Bagaimana Aktor Dapat Menjaga Kesehatan Mentalnya?

Rasa sejahtera kita berasal dari kesehatan fisik dan mental yang baik. Rasa sejahtera ini sangat penting bagi para aktor [5]:

Bagaimana Aktor Dapat Menjaga Kesehatan Mentalnya

  1. Praktik Perawatan Diri: Sebagai seorang aktor, Anda perlu terlibat dalam perawatan diri. Tak hanya kesehatan fisik dan kecantikan, Anda perlu meluangkan waktu untuk membangun hubungan yang sehat, berolahraga secara teratur, tidur yang cukup, makan dengan baik, dan menekuni hobi yang dapat mengurangi stres bagi para aktor.
  2. Mencari Dukungan Profesional: Anda tidak harus melakukan semuanya sendiri. Mungkin juga Anda tidak tahu apakah yang Anda lakukan itu benar atau tidak. Psikolog dapat membantu Anda mengembangkan beberapa keterampilan untuk mengatasi tekanan dan tantangan.
  3. Menetapkan Batasan: Jika ada sesuatu yang tidak berhasil untuk Anda, belajarlah untuk mengatakan tidak. Itu salah satu batasan yang perlu Anda pelajari cara menetapkannya. Luangkan beberapa jam di sela-sela pekerjaan Anda untuk dihabiskan bersama keluarga dan teman, sekadar bersantai.
  4. Membangun Jaringan Dukungan: Meskipun mudah untuk merasa bahwa Anda sendirian di industri ini, Anda perlu ingat bahwa Anda tidak sendirian. Jangan ragu untuk berbagi pengalaman Anda dengan orang-orang dekat Anda dan ikuti saran mereka.
  5. Teknik Perhatian dan Pengurangan Stres: Setiap saat, Anda perlu belajar bagaimana menjaga diri tetap membumi dan berhubungan dengan diri sendiri. Meditasi kesadaran, latihan pernapasan dalam, dan teknik pengurangan stres dapat membantu pelaku mengatasi gejala kecemasan dan depresi.
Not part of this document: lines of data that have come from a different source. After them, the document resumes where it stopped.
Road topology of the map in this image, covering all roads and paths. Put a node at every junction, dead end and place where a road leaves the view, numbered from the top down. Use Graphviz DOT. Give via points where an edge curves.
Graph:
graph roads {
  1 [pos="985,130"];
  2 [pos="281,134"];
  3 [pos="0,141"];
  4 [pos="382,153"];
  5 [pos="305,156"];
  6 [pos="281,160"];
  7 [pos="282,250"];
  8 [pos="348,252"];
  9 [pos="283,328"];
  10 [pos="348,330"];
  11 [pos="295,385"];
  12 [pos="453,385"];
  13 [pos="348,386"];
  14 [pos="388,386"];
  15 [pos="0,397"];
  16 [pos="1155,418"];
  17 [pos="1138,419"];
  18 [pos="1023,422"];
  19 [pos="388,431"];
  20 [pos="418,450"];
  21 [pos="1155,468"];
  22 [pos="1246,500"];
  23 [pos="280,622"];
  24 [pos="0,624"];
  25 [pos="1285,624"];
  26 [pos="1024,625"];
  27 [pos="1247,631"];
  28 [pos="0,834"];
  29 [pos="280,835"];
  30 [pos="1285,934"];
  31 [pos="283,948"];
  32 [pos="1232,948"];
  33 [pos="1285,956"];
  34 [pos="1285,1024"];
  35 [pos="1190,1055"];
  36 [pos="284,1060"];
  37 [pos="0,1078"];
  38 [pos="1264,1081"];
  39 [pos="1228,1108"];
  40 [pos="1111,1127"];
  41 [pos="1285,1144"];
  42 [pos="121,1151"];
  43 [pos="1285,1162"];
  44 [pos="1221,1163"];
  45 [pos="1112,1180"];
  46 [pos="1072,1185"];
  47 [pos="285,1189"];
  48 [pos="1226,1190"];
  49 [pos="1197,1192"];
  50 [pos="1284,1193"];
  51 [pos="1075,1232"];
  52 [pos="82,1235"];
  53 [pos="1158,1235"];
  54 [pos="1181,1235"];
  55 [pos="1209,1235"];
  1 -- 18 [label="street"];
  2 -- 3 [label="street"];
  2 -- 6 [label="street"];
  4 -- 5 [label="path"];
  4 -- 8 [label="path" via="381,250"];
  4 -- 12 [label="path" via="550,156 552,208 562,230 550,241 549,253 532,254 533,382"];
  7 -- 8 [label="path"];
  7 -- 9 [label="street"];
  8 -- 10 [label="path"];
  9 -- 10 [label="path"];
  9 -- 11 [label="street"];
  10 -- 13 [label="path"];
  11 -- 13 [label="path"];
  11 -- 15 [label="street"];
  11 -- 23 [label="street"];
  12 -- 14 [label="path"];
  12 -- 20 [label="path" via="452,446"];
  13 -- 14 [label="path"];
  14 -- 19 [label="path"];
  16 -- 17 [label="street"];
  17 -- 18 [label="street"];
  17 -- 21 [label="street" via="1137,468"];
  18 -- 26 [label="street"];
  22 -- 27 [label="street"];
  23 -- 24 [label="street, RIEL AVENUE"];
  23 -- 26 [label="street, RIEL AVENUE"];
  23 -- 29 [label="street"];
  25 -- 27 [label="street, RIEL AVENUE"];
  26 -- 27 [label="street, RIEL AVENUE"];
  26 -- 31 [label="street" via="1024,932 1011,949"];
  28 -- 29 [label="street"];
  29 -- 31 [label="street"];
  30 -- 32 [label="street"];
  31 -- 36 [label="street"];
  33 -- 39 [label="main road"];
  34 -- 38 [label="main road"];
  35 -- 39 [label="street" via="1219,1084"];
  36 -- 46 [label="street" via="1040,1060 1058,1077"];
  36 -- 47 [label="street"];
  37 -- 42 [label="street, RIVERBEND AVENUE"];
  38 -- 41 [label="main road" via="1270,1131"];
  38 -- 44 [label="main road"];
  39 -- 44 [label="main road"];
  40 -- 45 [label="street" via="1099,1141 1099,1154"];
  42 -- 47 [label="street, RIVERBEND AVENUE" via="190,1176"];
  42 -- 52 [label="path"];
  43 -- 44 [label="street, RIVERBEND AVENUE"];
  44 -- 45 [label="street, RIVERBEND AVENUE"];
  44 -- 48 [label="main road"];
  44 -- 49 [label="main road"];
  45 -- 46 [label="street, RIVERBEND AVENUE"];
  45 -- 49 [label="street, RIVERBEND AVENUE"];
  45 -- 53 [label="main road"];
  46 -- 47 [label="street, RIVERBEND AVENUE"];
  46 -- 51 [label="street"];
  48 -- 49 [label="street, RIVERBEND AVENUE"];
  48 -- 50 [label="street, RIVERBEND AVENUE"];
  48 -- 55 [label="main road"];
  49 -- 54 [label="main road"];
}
Baca selengkapnya -5 Manfaat Perawatan Diri untuk Kesehatan dan Kesejahteraan Mental

Kesimpulan

Aktor memiliki kehidupan yang sulit dan lebih rentan terhadap masalah kesehatan mental. Bisnis pertunjukan bisa jadi sangat menuntut. Dari produser, sutradara, hingga penonton, aktor harus berperilaku dengan cara tertentu. Tuntutan ini dapat menimbulkan tantangan emosional dan psikologis yang berdampak pada kesejahteraan para aktor secara keseluruhan. Sebagai teknik mengatasi masalah, mereka harus menetapkan batasan, mendorong percakapan terbuka, mencari bantuan profesional, dan mengambil istirahat wajib di antara pekerjaan. Melakukan hal ini dapat membantu mereka mendapatkan kehidupan yang lebih memuaskan, sehat, dan sukses.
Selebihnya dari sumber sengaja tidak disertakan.